## What you will do
Would you write out the entries again, exactly as they are, but without images?

## Provided material
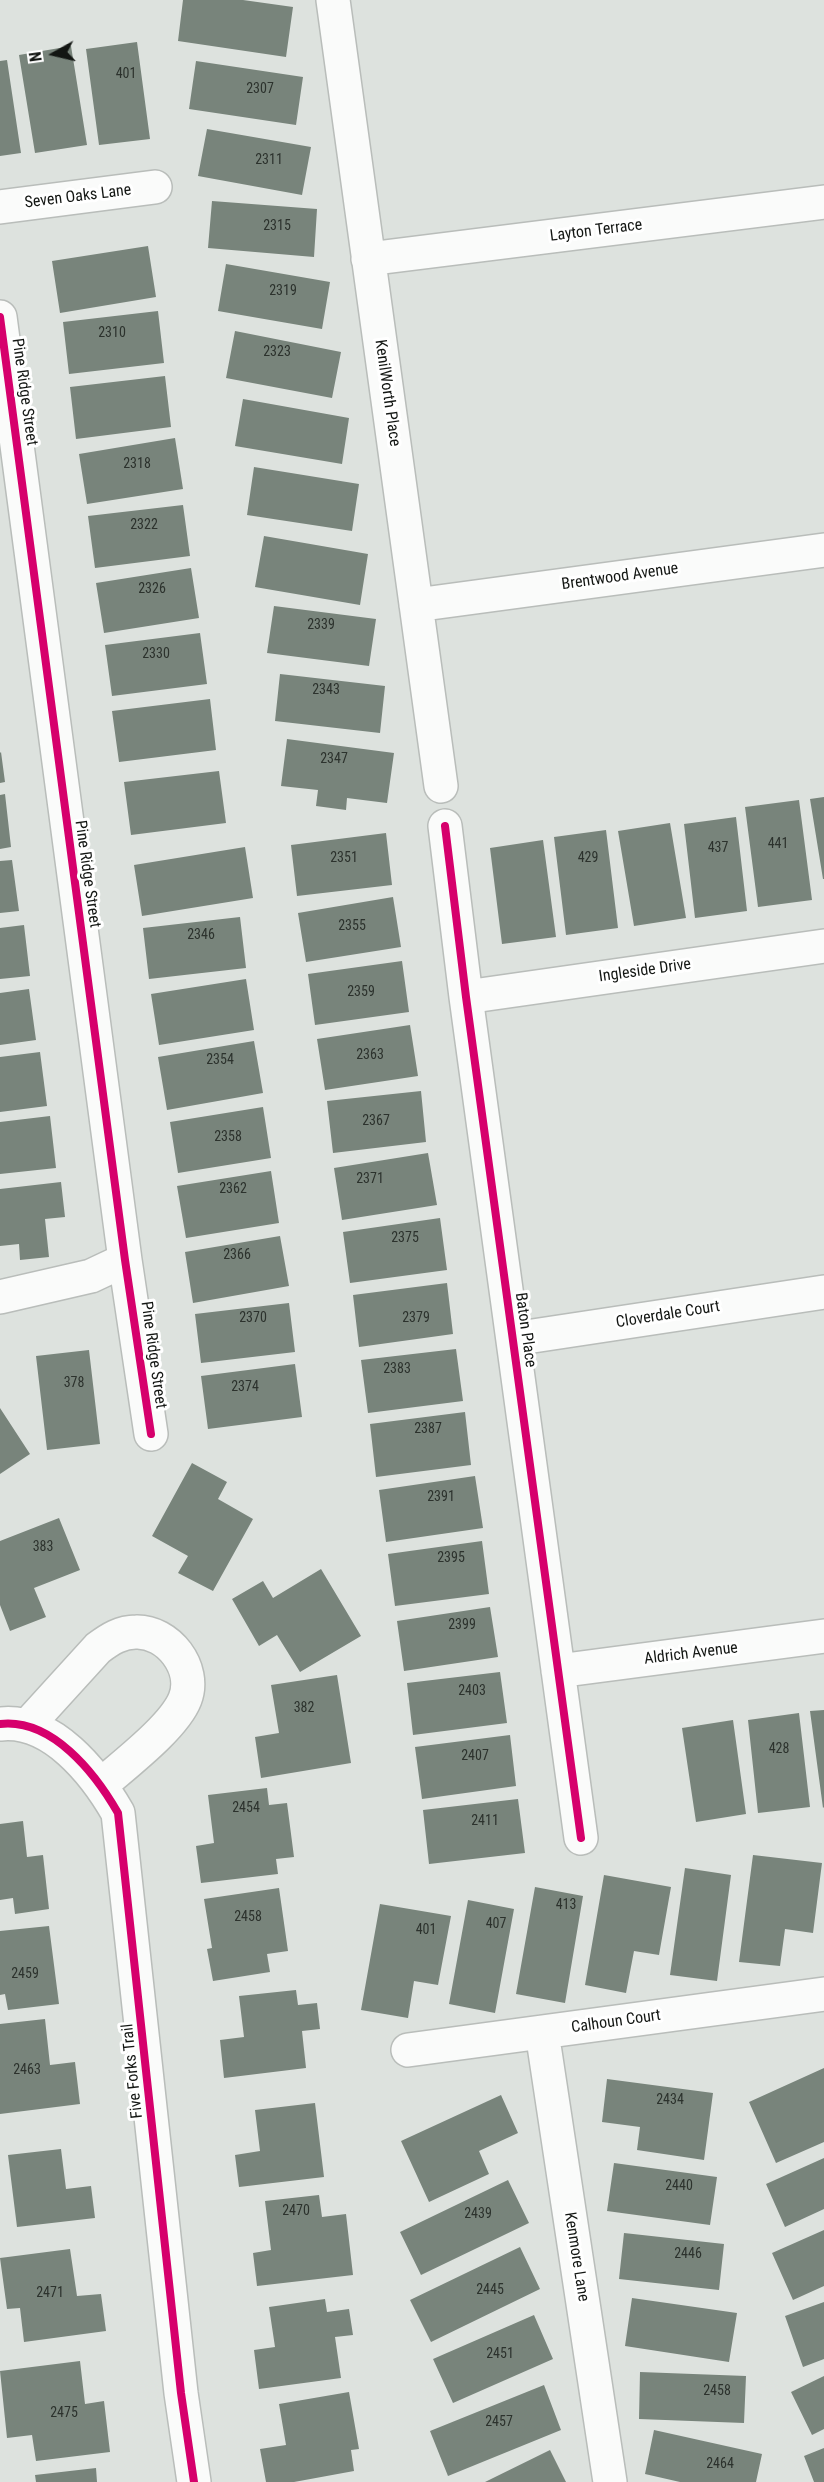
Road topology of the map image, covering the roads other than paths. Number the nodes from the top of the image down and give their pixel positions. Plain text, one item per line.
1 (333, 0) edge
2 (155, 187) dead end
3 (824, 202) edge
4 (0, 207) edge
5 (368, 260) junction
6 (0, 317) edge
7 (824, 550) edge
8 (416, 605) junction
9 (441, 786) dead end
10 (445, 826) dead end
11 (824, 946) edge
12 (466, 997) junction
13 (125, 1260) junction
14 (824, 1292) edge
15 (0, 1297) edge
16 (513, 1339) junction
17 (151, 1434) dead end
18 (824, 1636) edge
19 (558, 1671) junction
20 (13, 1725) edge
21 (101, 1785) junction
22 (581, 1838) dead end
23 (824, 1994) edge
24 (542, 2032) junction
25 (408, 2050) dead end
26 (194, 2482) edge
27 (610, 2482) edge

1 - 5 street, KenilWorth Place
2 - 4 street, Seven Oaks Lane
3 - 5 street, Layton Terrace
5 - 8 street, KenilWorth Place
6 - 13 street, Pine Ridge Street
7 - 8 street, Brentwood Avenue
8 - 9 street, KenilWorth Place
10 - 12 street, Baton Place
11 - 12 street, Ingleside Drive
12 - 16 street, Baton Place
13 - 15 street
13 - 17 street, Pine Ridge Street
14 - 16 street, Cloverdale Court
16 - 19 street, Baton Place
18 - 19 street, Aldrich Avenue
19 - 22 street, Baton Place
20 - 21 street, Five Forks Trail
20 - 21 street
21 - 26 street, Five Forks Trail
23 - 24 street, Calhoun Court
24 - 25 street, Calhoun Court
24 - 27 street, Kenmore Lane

## Written response
Road topology of the map image, covering the roads other than paths. Number the nodes from the top of the image down and give their pixel positions. Plain text, one item per line.
1 (333, 0) edge
2 (155, 187) dead end
3 (824, 202) edge
4 (0, 207) edge
5 (368, 260) junction
6 (0, 317) edge
7 (824, 550) edge
8 (416, 605) junction
9 (441, 786) dead end
10 (445, 826) dead end
11 (824, 946) edge
12 (466, 997) junction
13 (125, 1260) junction
14 (824, 1292) edge
15 (0, 1297) edge
16 (513, 1339) junction
17 (151, 1434) dead end
18 (824, 1636) edge
19 (558, 1671) junction
20 (13, 1725) edge
21 (101, 1785) junction
22 (581, 1838) dead end
23 (824, 1994) edge
24 (542, 2032) junction
25 (408, 2050) dead end
26 (194, 2482) edge
27 (610, 2482) edge

1 - 5 street, KenilWorth Place
2 - 4 street, Seven Oaks Lane
3 - 5 street, Layton Terrace
5 - 8 street, KenilWorth Place
6 - 13 street, Pine Ridge Street
7 - 8 street, Brentwood Avenue
8 - 9 street, KenilWorth Place
10 - 12 street, Baton Place
11 - 12 street, Ingleside Drive
12 - 16 street, Baton Place
13 - 15 street
13 - 17 street, Pine Ridge Street
14 - 16 street, Cloverdale Court
16 - 19 street, Baton Place
18 - 19 street, Aldrich Avenue
19 - 22 street, Baton Place
20 - 21 street, Five Forks Trail
20 - 21 street
21 - 26 street, Five Forks Trail
23 - 24 street, Calhoun Court
24 - 25 street, Calhoun Court
24 - 27 street, Kenmore Lane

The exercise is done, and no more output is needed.